Single celled organisms such as bacteria reproduce asexually. Among complex organisms, many plants and even some animals do too. These include bananas, starfish, and even komodo dragons. Despite this, up to 99% of complex organisms reproduce sexually, at least some of the time. So it must convey some type of advantage.

Dr. Stuart Auld and colleagues at the University of Stirling in Scotland wanted to explore further. Auld is among the Faculty of Natural Sciences at the university. He said that this question is one of the oldest in evolutionary biology. What’s more, sex’s presence is pervasive in nature. “Sex explains the presence of the peacock’s tail, the stag’s antlers and the male bird of paradise’s elaborate dance,” Auld said.  

Organisms go through a lot to find a mate and reproduce sexually. How does it benefit them?

German evolutionary biologist August Weismann in 1886 proposed that sex was a way to hasten evolution. Beneficial mutations could be introduced quickly, while those which were harmful would be sloughed off. Sex also allows for different combinations of genes which can help organisms evolve rapidly to fit new situations. A theory, developed by Leigh Van Valen in the late 1980s, called the “Red Queen Hypothesis,” is now the prevailing one. This was taken from the character in Through the Looking Glass, more commonly known as Alice in Wonderland.

When Alice meets the Red Queen, she must take part in a bizarre chess game, where she runs as fast as she can in order to keep up with the other players. This constant running to maintain position is the theme the hypothesis adopts. Organisms react not only to the environment but each other. When one organism develops an adaptation that gives it an advantage, it affects its predator, and prey.

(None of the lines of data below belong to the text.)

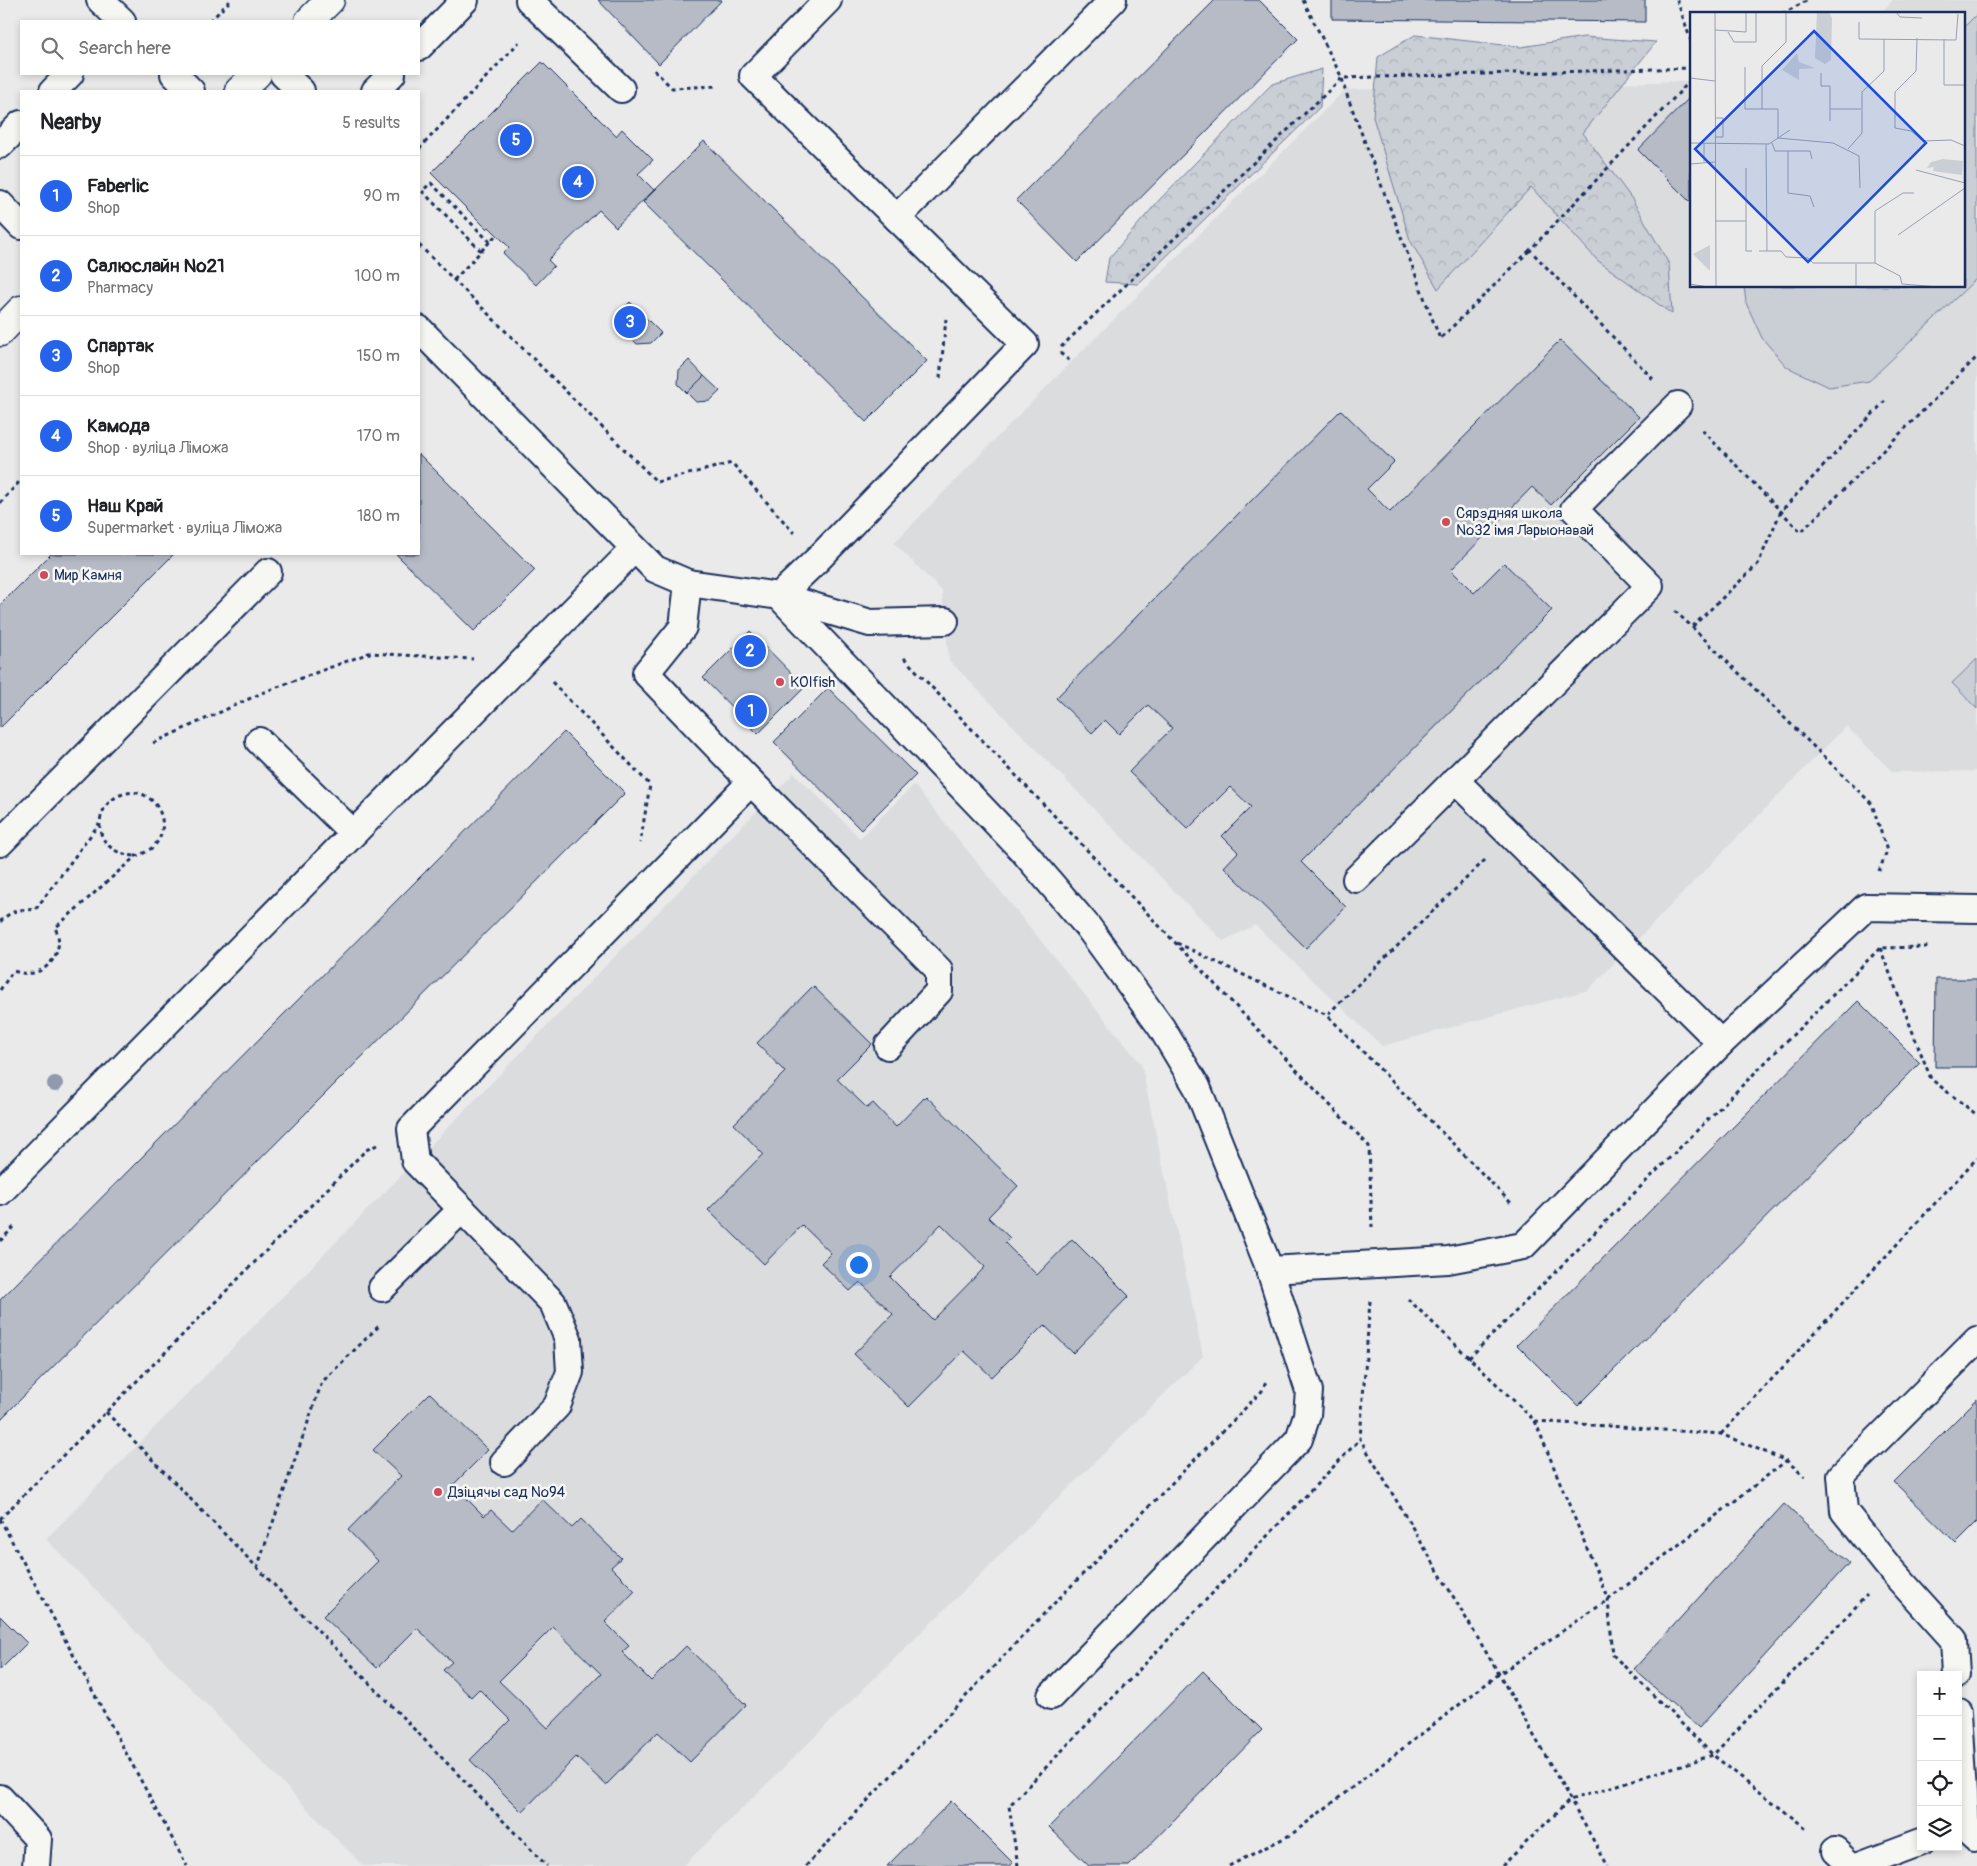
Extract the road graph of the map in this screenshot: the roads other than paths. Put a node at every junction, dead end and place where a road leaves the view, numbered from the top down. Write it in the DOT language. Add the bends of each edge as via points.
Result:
graph roads {
  1 [pos="100,0"];
  2 [pos="330,0"];
  3 [pos="465,0"];
  4 [pos="828,0"];
  5 [pos="1113,0"];
  6 [pos="537,8"];
  7 [pos="121,20"];
  8 [pos="309,20"];
  9 [pos="420,46"];
  10 [pos="69,75"];
  11 [pos="175,75"];
  12 [pos="255,75"];
  13 [pos="284,75"];
  14 [pos="391,75"];
  15 [pos="621,89"];
  16 [pos="54,90"];
  17 [pos="190,90"];
  18 [pos="240,90"];
  19 [pos="300,90"];
  20 [pos="376,90"];
  21 [pos="20,125"];
  22 [pos="0,145"];
  23 [pos="0,204"];
  24 [pos="897,218"];
  25 [pos="20,225"];
  26 [pos="20,311"];
  27 [pos="420,330"];
  28 [pos="0,332"];
  29 [pos="1678,405"];
  30 [pos="634,548"];
  31 [pos="268,572"];
  32 [pos="688,583"];
  33 [pos="780,596"];
  34 [pos="945,621"];
  35 [pos="259,740"];
  36 [pos="1455,780"];
  37 [pos="751,782"];
  38 [pos="353,833"];
  39 [pos="0,843"];
  40 [pos="1356,879"];
  41 [pos="1977,909"];
  42 [pos="1721,1043"];
  43 [pos="888,1046"];
  44 [pos="0,1192"];
  45 [pos="462,1209"];
  46 [pos="1270,1270"];
  47 [pos="382,1288"];
  48 [pos="1977,1340"];
  49 [pos="504,1462"];
  50 [pos="1956,1671"];
  51 [pos="1051,1696"];
  52 [pos="1958,1716"];
  53 [pos="0,1798"];
  54 [pos="1967,1829"];
  55 [pos="1917,1844"];
  56 [pos="36,1866"];
  57 [pos="1857,1866"];
  1 -- 7 [label="lane"];
  2 -- 8 [label="street"];
  3 -- 9 [label="lane"];
  4 -- 24 [label="lane" via="753,76"];
  5 -- 24 [label="lane"];
  6 -- 15 [label="lane"];
  10 -- 16 [label="lane"];
  11 -- 17 [label="lane"];
  12 -- 18 [label="street"];
  13 -- 19 [label="lane"];
  14 -- 20 [label="lane"];
  21 -- 22 [label="lane"];
  23 -- 25 [label="lane"];
  24 -- 33 [label="lane" via="1025,344"];
  26 -- 28 [label="street"];
  27 -- 30 [label="lane"];
  29 -- 36 [label="lane" via="1574,509 1650,586"];
  30 -- 32 [label="lane" via="655,569"];
  30 -- 38 [label="lane"];
  31 -- 39 [label="lane"];
  32 -- 33 [label="lane"];
  32 -- 37 [label="lane" via="682,627 646,673"];
  33 -- 34 [label="lane" via="870,623"];
  33 -- 46 [label="lane" via="1024,852 1088,927 1161,1026 1197,1087"];
  35 -- 38 [label="lane"];
  36 -- 40 [label="lane"];
  36 -- 42 [label="lane"];
  37 -- 43 [label="lane" via="939,970 939,991"];
  37 -- 45 [label="lane" via="411,1129 415,1161"];
  38 -- 44 [label="lane"];
  41 -- 42 [label="lane" via="1866,907"];
  42 -- 46 [label="lane" via="1523,1246 1448,1260"];
  45 -- 47 [label="lane"];
  45 -- 49 [label="lane" via="553,1303 568,1339 570,1372 557,1406"];
  46 -- 51 [label="lane" via="1309,1391 1307,1415 1299,1439"];
  48 -- 50 [label="lane" via="1841,1476 1844,1511 1954,1640"];
  52 -- 54 [label="lane"];
  53 -- 56 [label="lane" via="38,1839"];
  55 -- 57 [label="lane"];
}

Lions for instance depend on the antelope population. Should antelope develop the ability to run faster through a rapid mutation, the lion population would come under pressure. Only when lions developed the ability to run faster or to pounce farther would a balance be struck. There exists a similar arms race between host organisms and their parasites. But since single cells organisms don’t live too long, pathogens must evolve rapidly or face extinction. Meanwhile, a host organism needs to evolve just as quickly to resist infection.

The water flea is one of those rare species which reproduces both sexually and asexually.

To hasten evolution, the right combination of genes is required. So the more combinations an organism has access to, the better its chances. Though a strong theory, it’s been difficult to test. After all, how do you compare those organisms who reproduce sexually to those who don’t? Auld and colleagues found a way.

Published in the journal Royal Society Proceedings B, researchers found that at the time when sexual reproduction came on the scene, “parasites adapted to infect the previous generations.” Therefore, reproducing sexually meant seriously undermining the parasites’ ability to cause infection. Auld and colleagues selected the water flea, a bizarre creature which reproduces both sexually and asexually. Just a few others organisms do, such as yeast and the snail.

The water fleas used in this experiment were collected from the natural environment, as were their bacterial parasites. After a period, researchers gathered female water flea offspring who were produced either sexually or through cloning. Under controlled conditions, they exposed the offspring to the parasites. Those who reproduced sexually were twice as resistant to infection, researchers found. According to Dr. Auld, these findings suggest that, “The ever-present need to evade disease can explain why sex persists in the natural world in spite of the costs.”